Arsane has two arias in French which reveal the strength of her mezzo.  The ‘Carmen’ is sung well, though with the distraction of some bull-fighter-type gestures and a bit of flamenco foot stamping. (Maybe this is par for the course in Carmen excerpts!)  Thankfully the less-well-known aria from Werther is allowed to stand without embellishments, and she makes a persuasive case for it. 

The duet from Ponchinelli’s ‘La Gioconda’ is a perfect example of appropriate stage acting to complement the terrific singing.  Here the mezzo and the tenor act as if they were in the opera.  Despite the sparsely furnished stage and the makeshift costumes, we are taken away to this enchanted island.  A real opera highlight!

It’s followed by another rarity, Sullivan’s Roulette Song from ‘The Grand Duke’. In a comic context this time, the singing and dancing come together in an entertaining way.  Bruce, perhaps ill-served by his previous stage direction, comes into his own here. 

Catriona Hewitson sings well throughout, but her best performance comes near the end of the programme.  She’s coped well with her ‘bossy diva’ persona but lays that aside in Mariana’s Lied from Korngold’s ‘Die Tote Stadt’.  It’s a gorgeous tune and she absolutely nails it.  It sends shivers down the spine and brings more than one tear to the eye!  She’s already embarked on her professional career, with performances at Glyndebourne and Garsington under her belt, and shows promise of much more. 

That I think is the main thing to take from this Opera Highlights.  During the last eight months we’ve become very used to having an archive of opera performances, mainly free, which we can access in a moment.  We may not like all the productions we’ve seen, but nevertheless these are fully staged performances with often world-beating singers and orchestras, in packed theatres.  So far in the UK, steps towards live performance have been tentative, and most of the work from the opera companies is still happening online.
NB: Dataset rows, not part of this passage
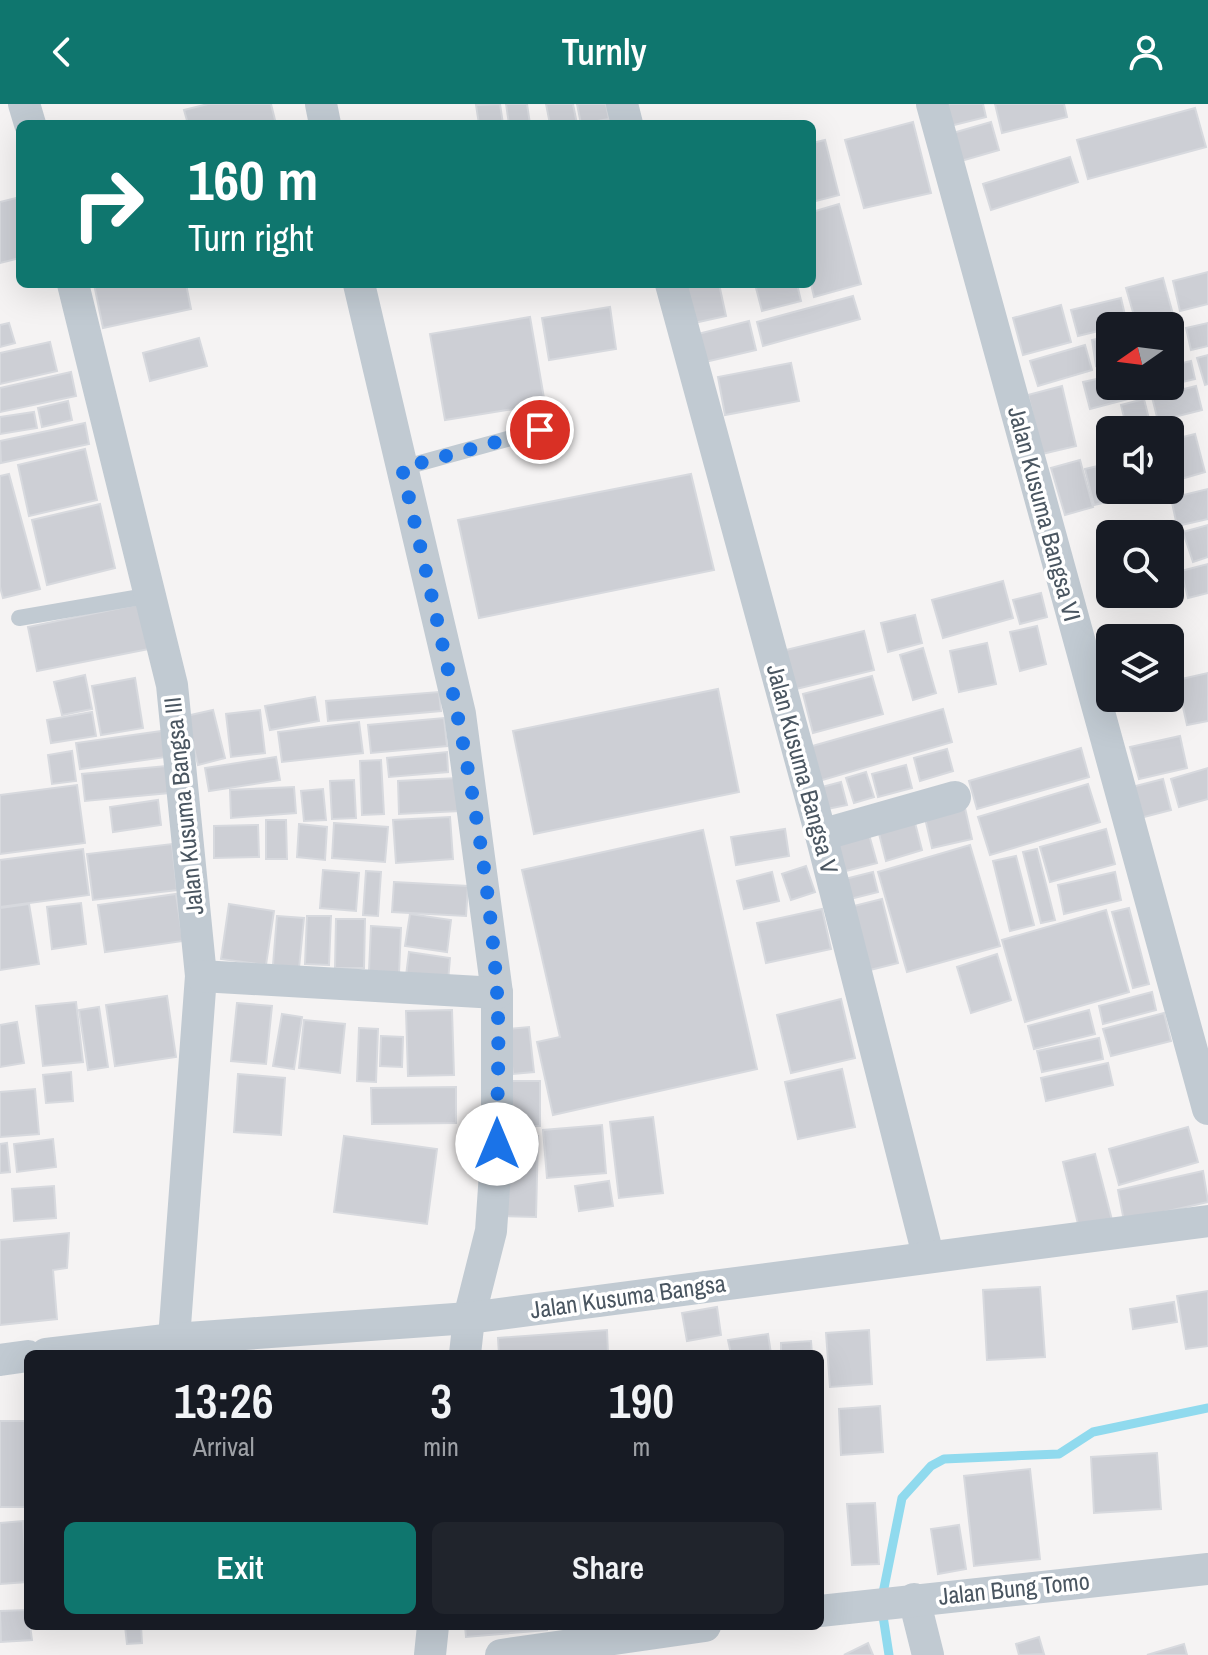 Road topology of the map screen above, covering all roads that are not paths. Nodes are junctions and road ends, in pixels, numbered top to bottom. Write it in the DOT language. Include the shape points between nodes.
graph roads {
  1 [pos="932,104"];
  2 [pos="74,288"];
  3 [pos="360,288"];
  4 [pos="672,288"];
  5 [pos="540,430"];
  6 [pos="402,468"];
  7 [pos="152,595"];
  8 [pos="19,618"];
  9 [pos="955,797"];
  10 [pos="821,835"];
  11 [pos="201,976"];
  12 [pos="497,993"];
  13 [pos="1208,1109"];
  14 [pos="1208,1221"];
  15 [pos="928,1255"];
  16 [pos="469,1318"];
  17 [pos="174,1339"];
  18 [pos="80,1350"];
  19 [pos="465,1350"];
  20 [pos="24,1357"];
  21 [pos="0,1360"];
  22 [pos="1208,1569"];
  23 [pos="914,1599"];
  24 [pos="824,1610"];
  25 [pos="433,1630"];
  26 [pos="690,1630"];
  27 [pos="635,1645"];
  28 [pos="430,1655"];
  29 [pos="501,1655"];
  30 [pos="928,1655"];
  1 -- 13 [label="street, Jalan Kusuma Bangsa VI"];
  2 -- 7 [label="street, Jalan Kusuma Bangsa III"];
  3 -- 6 [label="street"];
  4 -- 10 [label="street, Jalan Kusuma Bangsa V"];
  5 -- 6 [label="lane"];
  6 -- 12 [label="street" via="460,714"];
  7 -- 8 [label="lane"];
  7 -- 11 [label="street, Jalan Kusuma Bangsa III" via="172,685"];
  9 -- 10 [label="street"];
  10 -- 15 [label="street, Jalan Kusuma Bangsa V"];
  11 -- 12 [label="street"];
  11 -- 17 [label="street, Jalan Kusuma Bangsa III"];
  12 -- 16 [label="street" via="491,1231"];
  14 -- 15 [label="street, Jalan Kusuma Bangsa"];
  15 -- 16 [label="street, Jalan Kusuma Bangsa"];
  16 -- 17 [label="street, Jalan Kusuma Bangsa"];
  16 -- 19 [label="street"];
  17 -- 18 [label="street, Jalan Kusuma Bangsa"];
  20 -- 21 [label="street"];
  22 -- 23 [label="street, Jalan Bung Tomo"];
  23 -- 24 [label="street, Jalan Bung Tomo"];
  23 -- 30 [label="street"];
  25 -- 28 [label="street"];
  26 -- 27 [label="street"];
  27 -- 29 [label="street"];
} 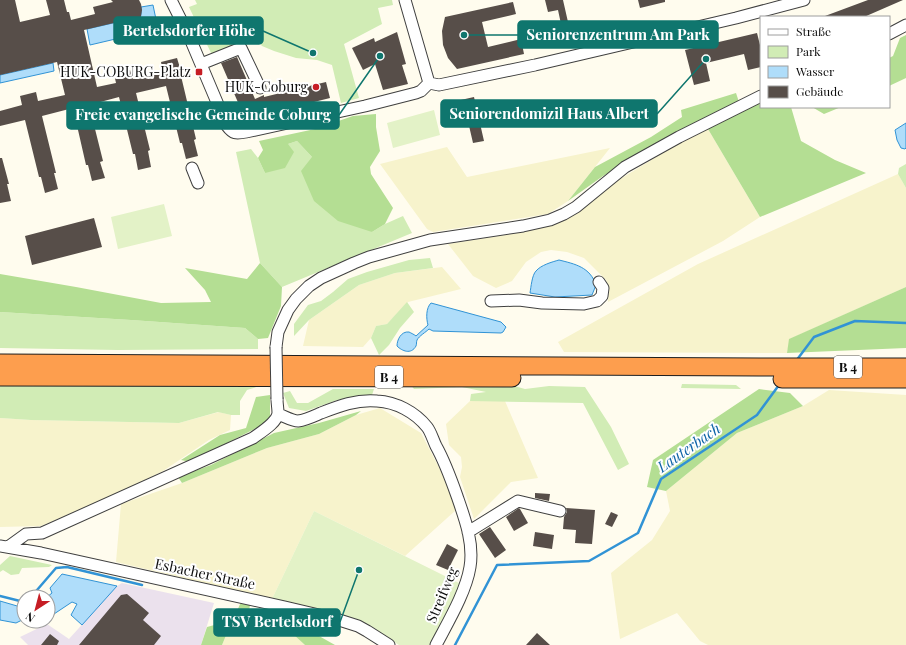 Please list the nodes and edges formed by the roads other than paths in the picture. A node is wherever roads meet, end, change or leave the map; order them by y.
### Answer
1 (171, 0) edge
2 (404, 0) edge
3 (804, 0) edge
4 (906, 25) edge
5 (890, 33) edge
6 (201, 64) junction
7 (429, 83) junction
8 (260, 88) dead end
9 (760, 96) edge
10 (192, 168) dead end
11 (198, 183) dead end
12 (599, 282) dead end
13 (491, 301) dead end
14 (0, 363) edge
15 (906, 366) edge
16 (756, 373) junction
17 (811, 373) junction
18 (0, 376) edge
19 (906, 379) edge
20 (278, 414) junction
21 (560, 511) dead end
22 (468, 532) junction
23 (4, 546) edge
24 (390, 645) edge
25 (436, 645) edge

1 - 6 street
2 - 7 street
3 - 7 street
4 - 5 street
6 - 7 street
6 - 8 street
9 - 20 street, bridge
10 - 11 street
12 - 13 street
14 - 16 highway, B 4
15 - 17 highway, B 4
16 - 17 highway, B 4
16 - 18 highway, B 4
17 - 19 highway, B 4
20 - 22 street, Streifweg
20 - 23 street
21 - 22 street
22 - 25 street, Streifweg
23 - 24 street, Esbacher Straße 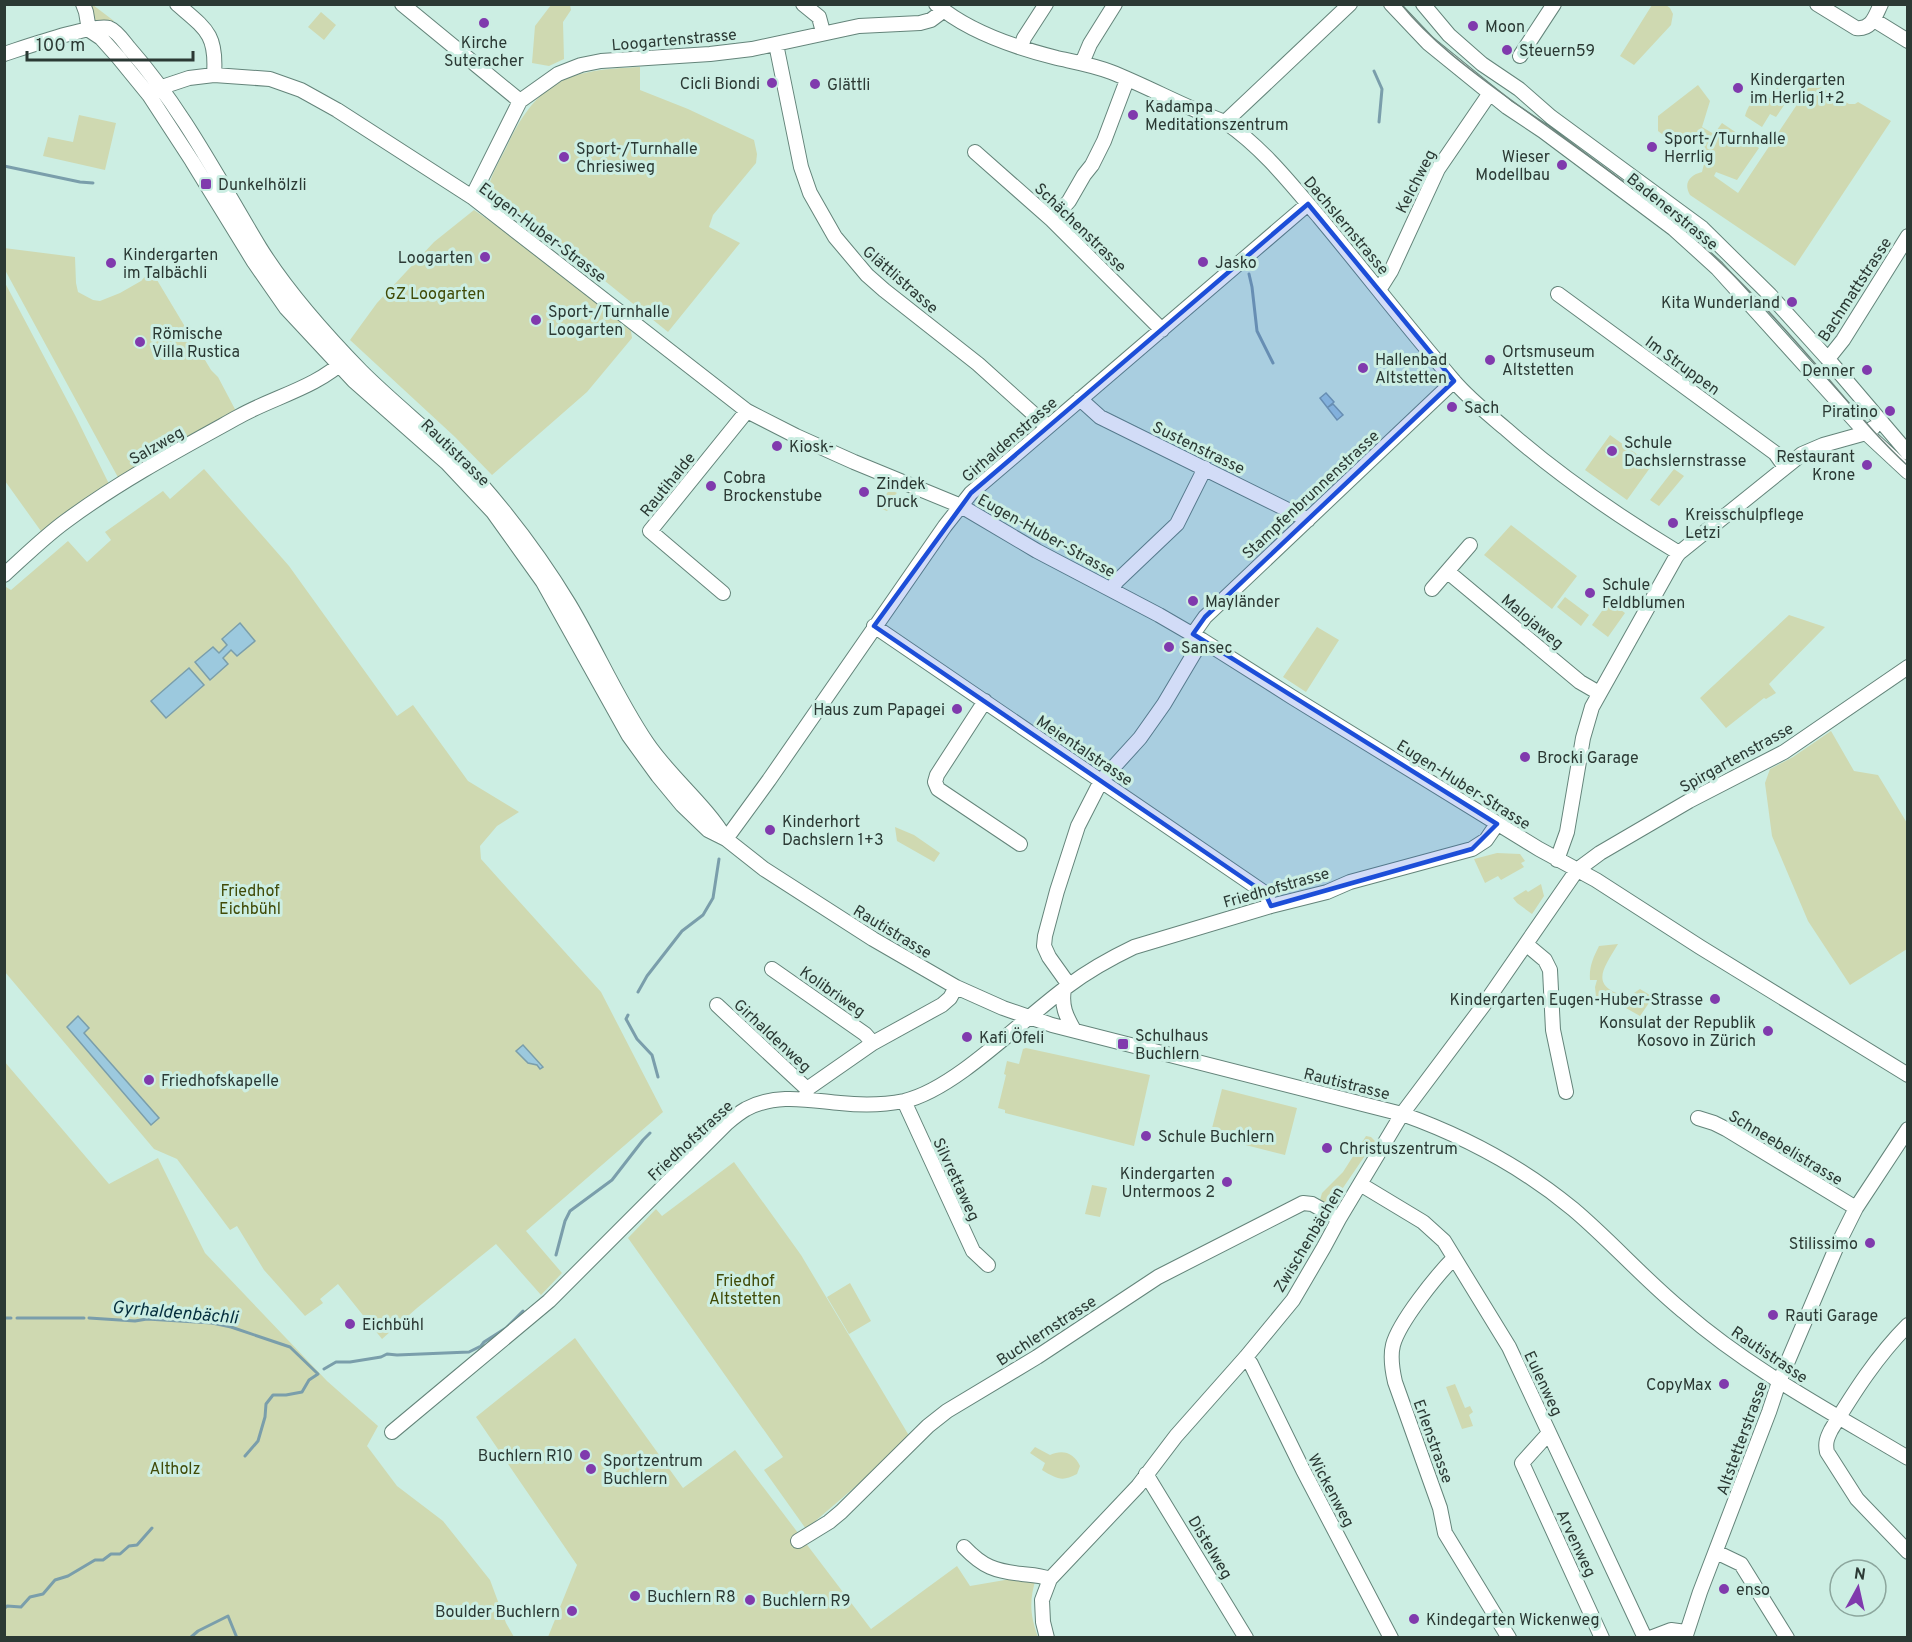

Of course, it doesn’t match up.  But if we are to have opera in the future, it’s vital that Scottish Opera keep their staff in work, and, most importantly, continue to find and promote emerging talent.   Opera Highlights reassures us that these new recruits to the Emerging Artists programme are well worth hearing now and will have much to offer when live performances start again. 

Kate Calder

Kate was introduced to classical music by her father at SNO Concerts in Kirkcaldy.  She’s an opera fan, plays the piano, and is a member of a community choir, which rehearses and has concerts in the Usher Hall.